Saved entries
+ + +

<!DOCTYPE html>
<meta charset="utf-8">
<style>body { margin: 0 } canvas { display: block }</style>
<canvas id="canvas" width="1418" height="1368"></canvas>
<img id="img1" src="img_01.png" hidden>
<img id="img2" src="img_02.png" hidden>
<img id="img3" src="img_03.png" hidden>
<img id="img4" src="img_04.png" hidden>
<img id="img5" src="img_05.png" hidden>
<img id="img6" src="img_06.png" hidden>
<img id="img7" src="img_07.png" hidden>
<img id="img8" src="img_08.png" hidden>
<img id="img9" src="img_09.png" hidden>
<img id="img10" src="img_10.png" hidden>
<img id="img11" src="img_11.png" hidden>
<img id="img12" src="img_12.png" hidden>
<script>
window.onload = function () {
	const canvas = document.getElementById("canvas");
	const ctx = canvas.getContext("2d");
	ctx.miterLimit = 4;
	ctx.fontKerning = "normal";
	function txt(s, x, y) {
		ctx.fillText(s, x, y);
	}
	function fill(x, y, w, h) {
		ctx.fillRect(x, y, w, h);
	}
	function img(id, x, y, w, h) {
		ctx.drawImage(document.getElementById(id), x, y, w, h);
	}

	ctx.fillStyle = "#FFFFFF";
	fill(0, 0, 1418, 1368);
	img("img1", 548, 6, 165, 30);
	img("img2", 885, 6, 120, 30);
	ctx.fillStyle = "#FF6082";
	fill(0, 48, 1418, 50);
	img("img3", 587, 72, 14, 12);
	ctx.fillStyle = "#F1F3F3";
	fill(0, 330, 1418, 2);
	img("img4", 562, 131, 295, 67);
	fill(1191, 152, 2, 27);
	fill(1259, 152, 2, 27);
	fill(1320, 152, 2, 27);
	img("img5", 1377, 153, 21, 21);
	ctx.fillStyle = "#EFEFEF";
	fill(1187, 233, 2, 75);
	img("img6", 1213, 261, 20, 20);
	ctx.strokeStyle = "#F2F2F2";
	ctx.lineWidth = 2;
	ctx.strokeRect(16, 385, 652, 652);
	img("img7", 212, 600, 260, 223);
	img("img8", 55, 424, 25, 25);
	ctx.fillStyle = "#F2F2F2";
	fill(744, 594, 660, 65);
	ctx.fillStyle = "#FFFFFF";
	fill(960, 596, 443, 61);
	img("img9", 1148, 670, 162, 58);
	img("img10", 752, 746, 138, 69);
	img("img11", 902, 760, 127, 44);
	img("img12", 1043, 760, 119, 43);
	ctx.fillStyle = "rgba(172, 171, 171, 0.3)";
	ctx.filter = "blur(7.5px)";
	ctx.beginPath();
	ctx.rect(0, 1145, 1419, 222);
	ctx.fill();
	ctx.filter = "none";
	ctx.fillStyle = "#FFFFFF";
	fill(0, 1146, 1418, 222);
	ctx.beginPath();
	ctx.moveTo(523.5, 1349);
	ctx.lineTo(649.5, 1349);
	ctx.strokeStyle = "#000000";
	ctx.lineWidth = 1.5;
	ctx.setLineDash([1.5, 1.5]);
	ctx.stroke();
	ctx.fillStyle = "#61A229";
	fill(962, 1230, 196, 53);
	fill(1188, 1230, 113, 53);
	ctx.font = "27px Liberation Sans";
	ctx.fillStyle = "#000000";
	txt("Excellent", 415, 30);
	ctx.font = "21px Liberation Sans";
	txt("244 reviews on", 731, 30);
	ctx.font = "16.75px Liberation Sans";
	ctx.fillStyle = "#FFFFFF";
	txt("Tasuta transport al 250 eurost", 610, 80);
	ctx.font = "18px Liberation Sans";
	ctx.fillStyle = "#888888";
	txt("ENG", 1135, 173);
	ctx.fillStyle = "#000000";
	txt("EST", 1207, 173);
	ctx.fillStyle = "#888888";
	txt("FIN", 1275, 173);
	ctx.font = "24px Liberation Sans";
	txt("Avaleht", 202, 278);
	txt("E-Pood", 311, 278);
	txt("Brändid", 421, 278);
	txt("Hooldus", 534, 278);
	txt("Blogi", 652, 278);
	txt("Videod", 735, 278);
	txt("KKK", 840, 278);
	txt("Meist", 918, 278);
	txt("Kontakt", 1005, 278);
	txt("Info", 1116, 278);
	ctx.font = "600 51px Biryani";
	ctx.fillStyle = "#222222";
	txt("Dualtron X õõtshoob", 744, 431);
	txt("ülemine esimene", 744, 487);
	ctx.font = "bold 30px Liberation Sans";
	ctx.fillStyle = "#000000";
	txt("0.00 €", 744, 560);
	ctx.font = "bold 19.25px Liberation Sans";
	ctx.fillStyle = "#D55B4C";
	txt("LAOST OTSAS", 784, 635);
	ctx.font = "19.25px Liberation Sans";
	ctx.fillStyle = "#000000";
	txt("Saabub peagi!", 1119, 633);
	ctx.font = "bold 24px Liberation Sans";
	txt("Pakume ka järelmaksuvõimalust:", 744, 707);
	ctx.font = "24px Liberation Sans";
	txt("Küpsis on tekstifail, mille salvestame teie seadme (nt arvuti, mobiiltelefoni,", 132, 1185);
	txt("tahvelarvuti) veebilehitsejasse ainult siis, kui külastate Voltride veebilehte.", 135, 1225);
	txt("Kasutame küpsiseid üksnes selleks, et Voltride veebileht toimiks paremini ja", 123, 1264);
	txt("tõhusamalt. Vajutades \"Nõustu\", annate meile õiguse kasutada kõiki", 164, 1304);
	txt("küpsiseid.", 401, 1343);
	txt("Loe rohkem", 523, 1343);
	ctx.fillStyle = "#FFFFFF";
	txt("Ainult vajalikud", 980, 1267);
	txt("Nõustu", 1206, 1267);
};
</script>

+ + +

Work to be completed
Match on "document": copy every line in the records that has it.

Written reply
	const canvas = document.getElementById("canvas");
		ctx.drawImage(document.getElementById(id), x, y, w, h);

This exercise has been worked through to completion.